La presencia del amor y la luz del Espíritu Santo nos recuerda otra manera de ser. Ya sea sigamos esa otra manera o no, eso no afecta al Espíritu Santo. Él continúa resplandeciendo. El Espíritu Santo no nos ordena, no nos impone ni nos exige nada. Tampoco nos salva los obstáculos del camino. Simplemente nos recuerda que hay otra manera de ser. Si perdonamos, los obstáculos desaparecerán.
La forma del problema puede estar allí todavía; por ejemplo, no podemos arrancar el auto, pero ahora nos quedaremos en paz respecto a ello. El problema nunca fue la falla del auto, sino la culpa escondida que provocó en nosotros cuando nos falló.

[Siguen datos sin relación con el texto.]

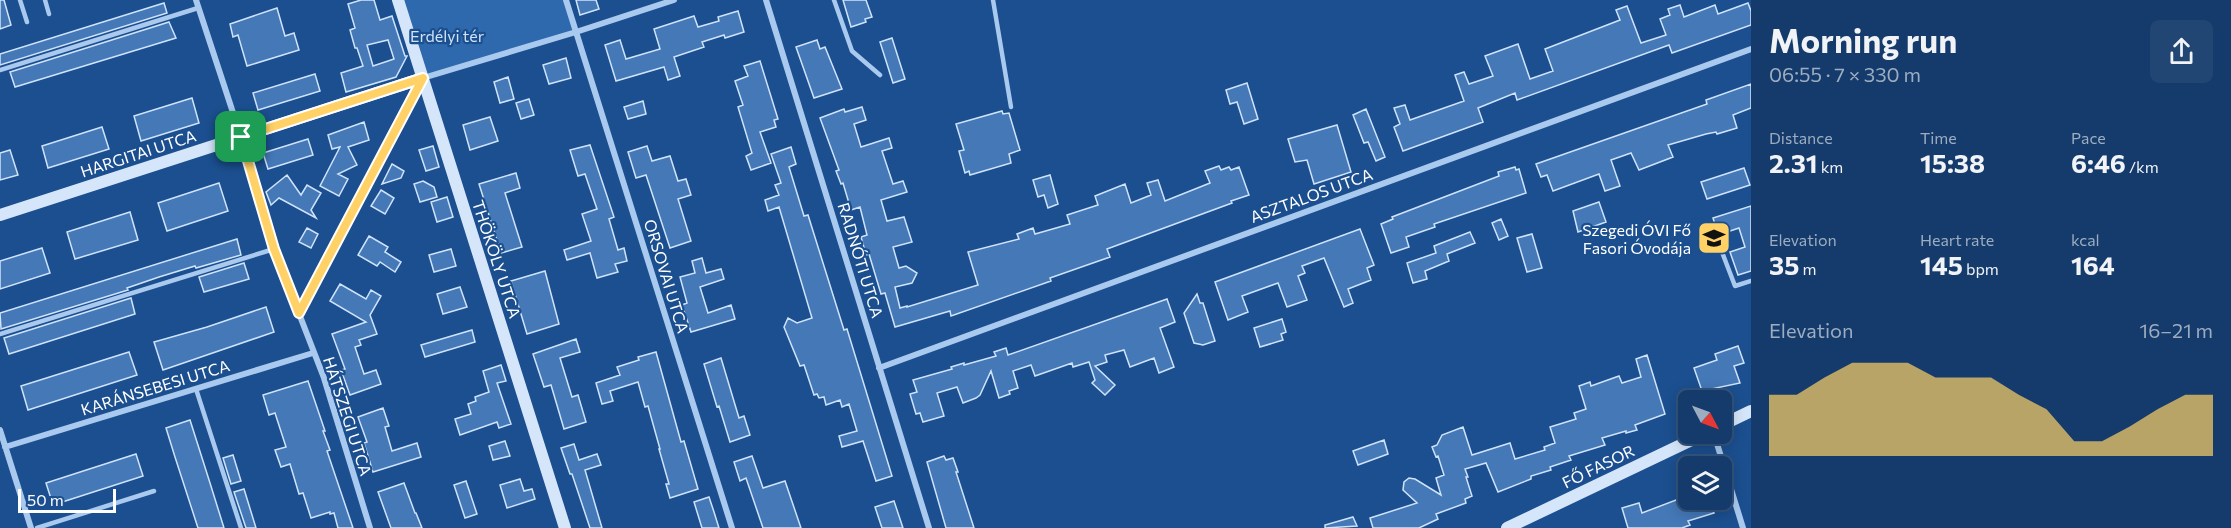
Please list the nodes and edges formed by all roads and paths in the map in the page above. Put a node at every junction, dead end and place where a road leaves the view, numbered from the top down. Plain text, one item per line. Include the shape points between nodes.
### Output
1 (20, 0) edge
2 (45, 0) edge
3 (196, 0) edge
4 (398, 0) edge
5 (566, 0) edge
6 (675, 0) edge
7 (766, 0) edge
8 (834, 0) edge
9 (993, 0) edge
10 (198, 8) junction
11 (49, 14) dead end
12 (27, 21) dead end
13 (576, 32) junction
14 (1751, 49) edge
15 (0, 70) edge
16 (879, 75) dead end
17 (423, 78) junction
18 (1011, 107) dead end
19 (241, 137) junction
20 (0, 215) edge
21 (1717, 239) dead end
22 (274, 249) junction
23 (1751, 281) edge
24 (299, 313) junction
25 (0, 334) edge
26 (313, 353) junction
27 (879, 368) junction
28 (196, 389) junction
29 (1751, 411) edge
30 (1732, 420) edge
31 (0, 430) edge
32 (1683, 444) edge
33 (1717, 444) edge
34 (5, 447) junction
35 (154, 491) dead end
36 (31, 528) edge
37 (37, 528) edge
38 (241, 528) edge
39 (370, 528) edge
40 (565, 528) edge
41 (732, 528) edge
42 (929, 528) edge
43 (1507, 528) edge
44 (1743, 528) edge

1 - 12 lane
2 - 11 lane
3 - 10 street, HÁTSZEGI UTCA
4 - 17 street, THÖKÖLY UTCA
5 - 13 street
6 - 13 street
7 - 27 street, RADNÓTI UTCA
8 - 16 lane via 852,51
9 - 18 lane
10 - 15 lane
10 - 19 street, HÁTSZEGI UTCA
13 - 17 street
13 - 41 street, ORSOVAI UTCA
14 - 27 street, ASZTALOS UTCA
17 - 19 street, HARGITAI UTCA
17 - 24 street
17 - 40 street, THÖKÖLY UTCA
19 - 20 street, HARGITAI UTCA
19 - 22 street, HÁTSZEGI UTCA
21 - 23 lane via 1735,286
22 - 24 street, HÁTSZEGI UTCA
22 - 25 lane
24 - 26 street, HÁTSZEGI UTCA
26 - 28 street, KARÁNSEBESI UTCA
26 - 39 street, HÁTSZEGI UTCA
27 - 42 street, RADNÓTI UTCA
28 - 34 street, KARÁNSEBESI UTCA
28 - 38 lane
29 - 30 street
31 - 34 street
32 - 43 street, FŐ FASOR
33 - 44 street
34 - 36 street
35 - 37 lane

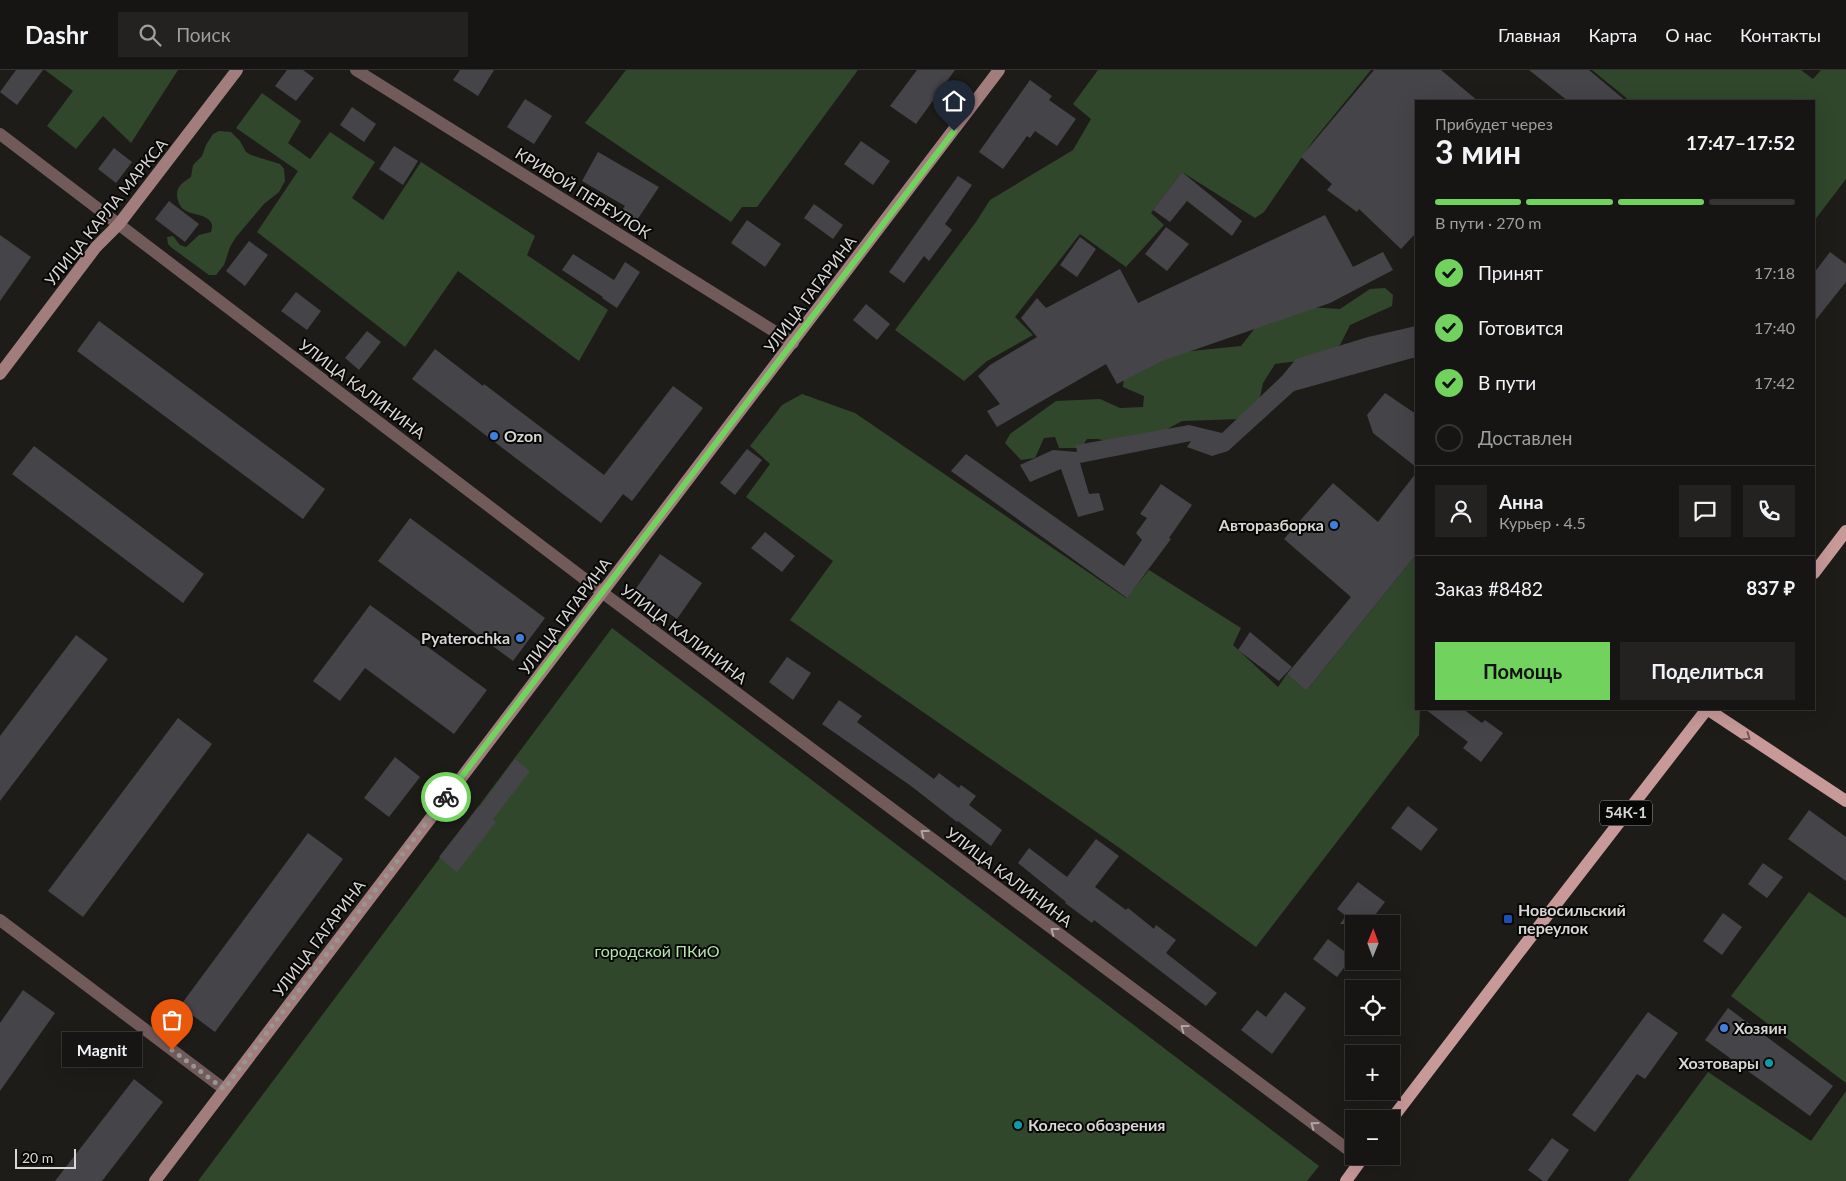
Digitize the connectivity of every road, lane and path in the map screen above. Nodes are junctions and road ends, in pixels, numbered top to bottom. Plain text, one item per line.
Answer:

En todas las situaciones, el Espíritu Santo nos recuerda que siempre hay otra manera de observar un problema y ello nos brindará paz. “Elegir otra vez” y tener “una pequeña dosis de buena voluntad” para invitar al Espíritu Santo a que nos ayude.
Desde nuestra perspectiva, con frecuencia sentimos que Él va y viene en nuestras vidas. En un determinado momento sentimos su presencia, en el siguiente, sentimos que nos ha abandonado. La verdad es que somos nosotros los que decidimos acercarnos, y al instante siguiente alejarnos.